[Saved entries]
★ ★ ★

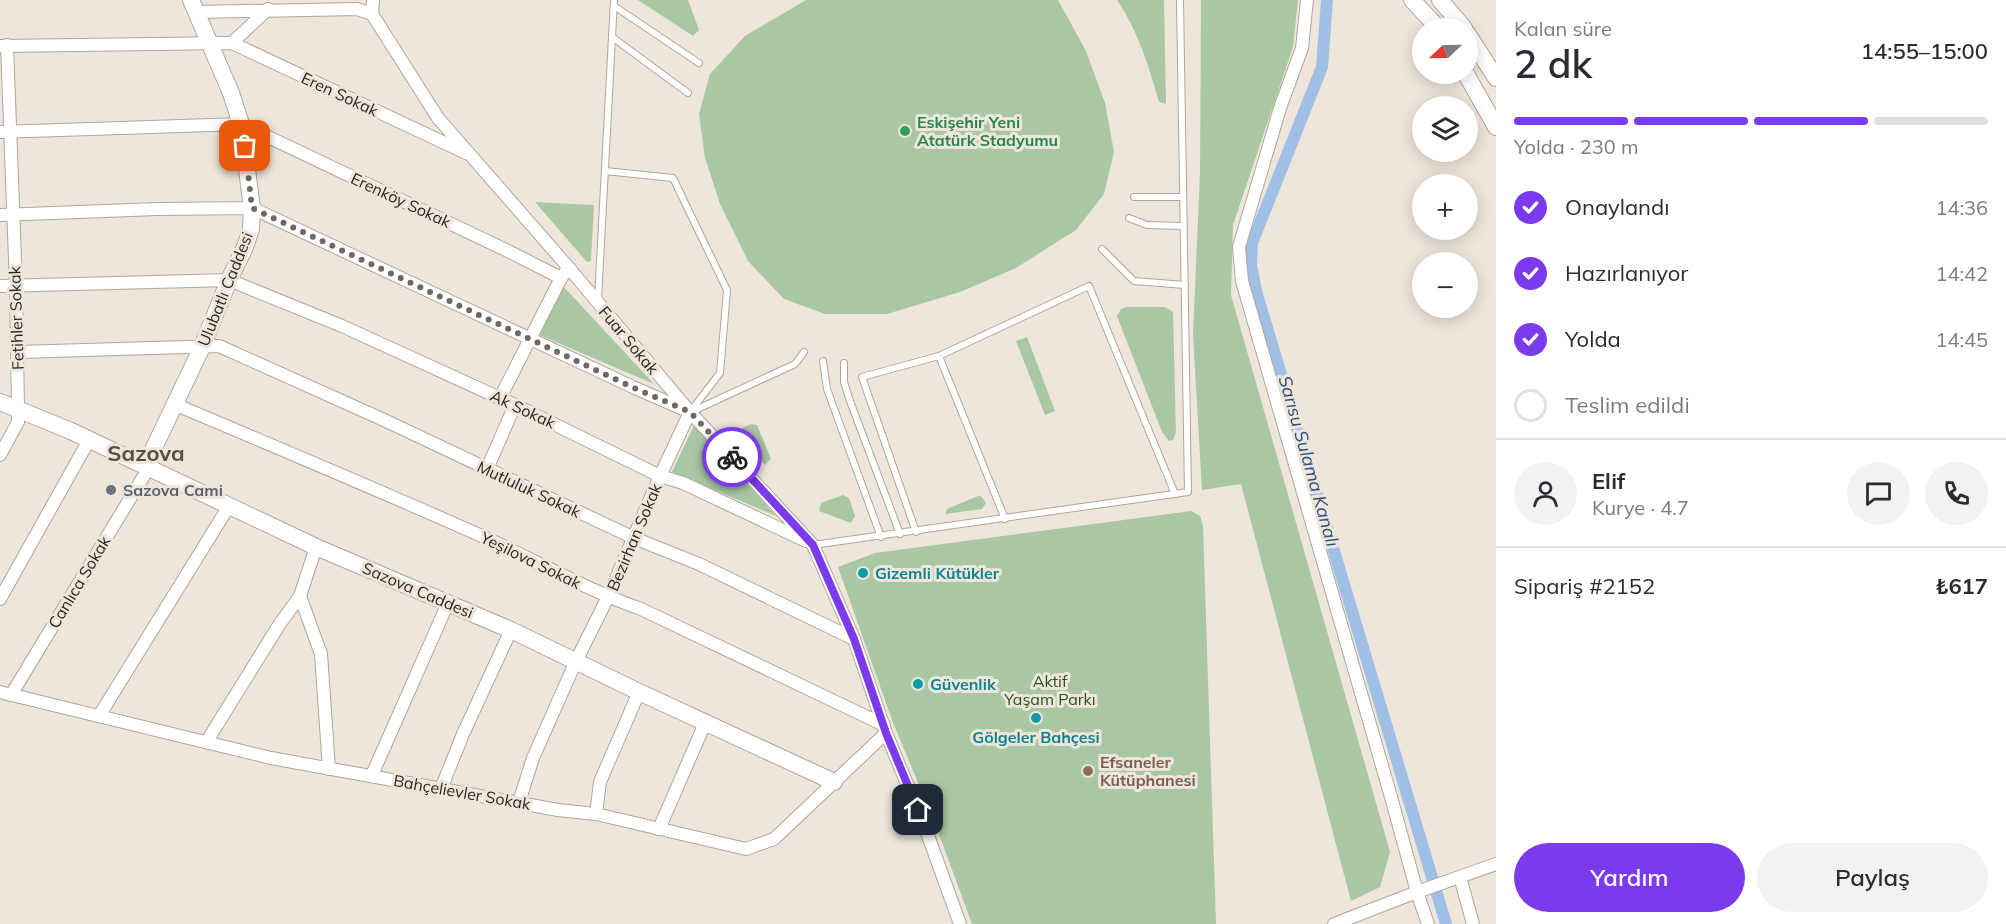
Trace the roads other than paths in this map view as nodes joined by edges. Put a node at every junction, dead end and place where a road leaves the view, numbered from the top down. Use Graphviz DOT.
graph roads {
  1 [pos="373,0"];
  2 [pos="1180,0"];
  3 [pos="1307,0"];
  4 [pos="1412,0"];
  5 [pos="1440,0"];
  6 [pos="614,3"];
  7 [pos="193,6"];
  8 [pos="268,9"];
  9 [pos="372,14"];
  10 [pos="1429,18"];
  11 [pos="1455,18"];
  12 [pos="612,37"];
  13 [pos="208,42"];
  14 [pos="232,44"];
  15 [pos="4,46"];
  16 [pos="1478,50"];
  17 [pos="699,63"];
  18 [pos="1496,78"];
  19 [pos="1472,84"];
  20 [pos="688,93"];
  21 [pos="241,124"];
  22 [pos="1496,127"];
  23 [pos="5,132"];
  24 [pos="470,155"];
  25 [pos="605,171"];
  26 [pos="1134,197"];
  27 [pos="1183,197"];
  28 [pos="252,208"];
  29 [pos="6,215"];
  30 [pos="1129,219"];
  31 [pos="1184,225"];
  32 [pos="1102,249"];
  33 [pos="565,273"];
  34 [pos="229,280"];
  35 [pos="1185,285"];
  36 [pos="0,286"];
  37 [pos="16,286"];
  38 [pos="597,302"];
  39 [pos="529,338"];
  40 [pos="202,347"];
  41 [pos="18,352"];
  42 [pos="804,352"];
  43 [pos="939,356"];
  44 [pos="823,361"];
  45 [pos="844,363"];
  46 [pos="500,398"];
  47 [pos="0,402"];
  48 [pos="174,404"];
  49 [pos="515,405"];
  50 [pos="18,410"];
  51 [pos="690,412"];
  52 [pos="89,440"];
  53 [pos="0,455"];
  54 [pos="148,469"];
  55 [pos="487,469"];
  56 [pos="660,476"];
  57 [pos="1175,494"];
  58 [pos="229,506"];
  59 [pos="1005,519"];
  60 [pos="915,532"];
  61 [pos="900,534"];
  62 [pos="634,537"];
  63 [pos="880,537"];
  64 [pos="813,545"];
  65 [pos="316,547"];
  66 [pos="300,596"];
  67 [pos="608,597"];
  68 [pos="0,599"];
  69 [pos="448,603"];
  70 [pos="511,630"];
  71 [pos="854,639"];
  72 [pos="576,662"];
  73 [pos="639,692"];
  74 [pos="6,693"];
  75 [pos="99,716"];
  76 [pos="706,721"];
  77 [pos="885,729"];
  78 [pos="207,741"];
  79 [pos="328,769"];
  80 [pos="372,776"];
  81 [pos="834,782"];
  82 [pos="441,789"];
  83 [pos="519,802"];
  84 [pos="596,814"];
  85 [pos="659,829"];
  86 [pos="1496,864"];
  87 [pos="1457,878"];
  88 [pos="1420,890"];
  89 [pos="960,924"];
  90 [pos="1334,924"];
  91 [pos="1428,924"];
  92 [pos="1473,924"];
  1 -- 9 [label="street"];
  2 -- 27 [label="lane"];
  3 -- 88 [label="street"];
  4 -- 10 [label="street"];
  5 -- 11 [label="street"];
  6 -- 12 [label="lane"];
  6 -- 17 [label="lane"];
  7 -- 8 [label="street"];
  7 -- 13 [label="street, Ulubatlı Caddesi"];
  8 -- 9 [label="street"];
  8 -- 14 [label="street"];
  9 -- 24 [label="street, Fuar Sokak"];
  12 -- 20 [label="lane"];
  12 -- 25 [label="lane"];
  13 -- 14 [label="street, Eren Sokak"];
  13 -- 15 [label="street, Eren Sokak"];
  13 -- 21 [label="street, Ulubatlı Caddesi"];
  14 -- 24 [label="street, Eren Sokak"];
  15 -- 23 [label="street, Fetihler Sokak"];
  16 -- 18 [label="street"];
  19 -- 22 [label="street"];
  21 -- 23 [label="street"];
  21 -- 28 [label="street, Ulubatlı Caddesi"];
  21 -- 33 [label="street, Erenköy Sokak"];
  23 -- 29 [label="street, Fetihler Sokak"];
  24 -- 33 [label="street, Fuar Sokak"];
  25 -- 38 [label="lane"];
  25 -- 51 [label="lane"];
  26 -- 27 [label="lane"];
  27 -- 31 [label="lane"];
  28 -- 29 [label="street"];
  28 -- 34 [label="street, Ulubatlı Caddesi"];
  28 -- 39 [label="street"];
  29 -- 37 [label="street, Fetihler Sokak"];
  30 -- 31 [label="lane"];
  31 -- 35 [label="lane"];
  32 -- 35 [label="lane"];
  33 -- 38 [label="street, Fuar Sokak"];
  33 -- 39 [label="street"];
  34 -- 37 [label="street"];
  34 -- 40 [label="street, Ulubatlı Caddesi"];
  34 -- 46 [label="street, Ak Sokak"];
  35 -- 57 [label="lane"];
  36 -- 37 [label="street"];
  37 -- 41 [label="street, Fetihler Sokak"];
  38 -- 51 [label="street, Fuar Sokak"];
  39 -- 46 [label="street"];
  39 -- 51 [label="street"];
  40 -- 41 [label="street, Mutluluk Sokak"];
  40 -- 48 [label="street, Ulubatlı Caddesi"];
  40 -- 55 [label="street, Mutluluk Sokak"];
  41 -- 50 [label="street, Fetihler Sokak"];
  42 -- 51 [label="lane"];
  43 -- 57 [label="lane"];
  43 -- 59 [label="lane"];
  43 -- 60 [label="lane"];
  44 -- 63 [label="lane"];
  45 -- 61 [label="lane"];
  46 -- 49 [label="street, Ak Sokak"];
  47 -- 50 [label="street, Sazova Caddesi"];
  48 -- 54 [label="street, Ulubatlı Caddesi"];
  48 -- 67 [label="street, Yeşilova Sokak"];
  49 -- 55 [label="street"];
  49 -- 56 [label="street, Ak Sokak"];
  50 -- 52 [label="street, Sazova Caddesi"];
  50 -- 53 [label="street, Fetihler Sokak"];
  51 -- 56 [label="street, Bezirhan Sokak"];
  51 -- 64 [label="street, Fuar Sokak"];
  52 -- 54 [label="street, Sazova Caddesi"];
  52 -- 68 [label="street"];
  54 -- 58 [label="street, Sazova Caddesi"];
  54 -- 74 [label="street, Canlıca Sokak"];
  55 -- 62 [label="street, Mutluluk Sokak"];
  56 -- 62 [label="street, Bezirhan Sokak"];
  56 -- 64 [label="street, Ak Sokak"];
  57 -- 59 [label="lane"];
  58 -- 65 [label="street, Sazova Caddesi"];
  58 -- 75 [label="street"];
  59 -- 60 [label="lane"];
  60 -- 61 [label="lane"];
  61 -- 63 [label="lane"];
  62 -- 67 [label="street, Bezirhan Sokak"];
  62 -- 71 [label="street, Mutluluk Sokak"];
  63 -- 64 [label="lane"];
  64 -- 71 [label="street, Fuar Sokak"];
  65 -- 66 [label="street"];
  65 -- 69 [label="street, Sazova Caddesi"];
  66 -- 78 [label="street"];
  66 -- 79 [label="street"];
  67 -- 72 [label="street, Bezirhan Sokak"];
  67 -- 77 [label="street, Yeşilova Sokak"];
  69 -- 70 [label="street, Sazova Caddesi"];
  69 -- 80 [label="street"];
  70 -- 72 [label="street, Sazova Caddesi"];
  70 -- 82 [label="street"];
  71 -- 77 [label="street, Fuar Sokak"];
  72 -- 73 [label="street, Sazova Caddesi"];
  72 -- 83 [label="street, Bezirhan Sokak"];
  73 -- 76 [label="street, Sazova Caddesi"];
  73 -- 84 [label="street"];
  74 -- 75 [label="street, Bahçelievler Sokak"];
  75 -- 78 [label="street, Bahçelievler Sokak"];
  76 -- 81 [label="street, Sazova Caddesi"];
  76 -- 85 [label="street"];
  77 -- 81 [label="street, Bahçelievler Sokak"];
  77 -- 89 [label="street, Fuar Sokak"];
  78 -- 79 [label="street, Bahçelievler Sokak"];
  79 -- 80 [label="street, Bahçelievler Sokak"];
  80 -- 82 [label="street, Bahçelievler Sokak"];
  81 -- 85 [label="street, Bahçelievler Sokak"];
  82 -- 83 [label="street, Bahçelievler Sokak"];
  83 -- 84 [label="street, Bahçelievler Sokak"];
  84 -- 85 [label="street, Bahçelievler Sokak"];
  86 -- 87 [label="street"];
  87 -- 88 [label="street"];
  87 -- 92 [label="street"];
  88 -- 90 [label="street"];
  88 -- 91 [label="street"];
}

★ ★ ★

-- Requirement --
Which lines hold the word "Yeşilova"? Copy each of them from the records.

-- Answer section --
  48 -- 67 [label="street, Yeşilova Sokak"];
  67 -- 77 [label="street, Yeşilova Sokak"];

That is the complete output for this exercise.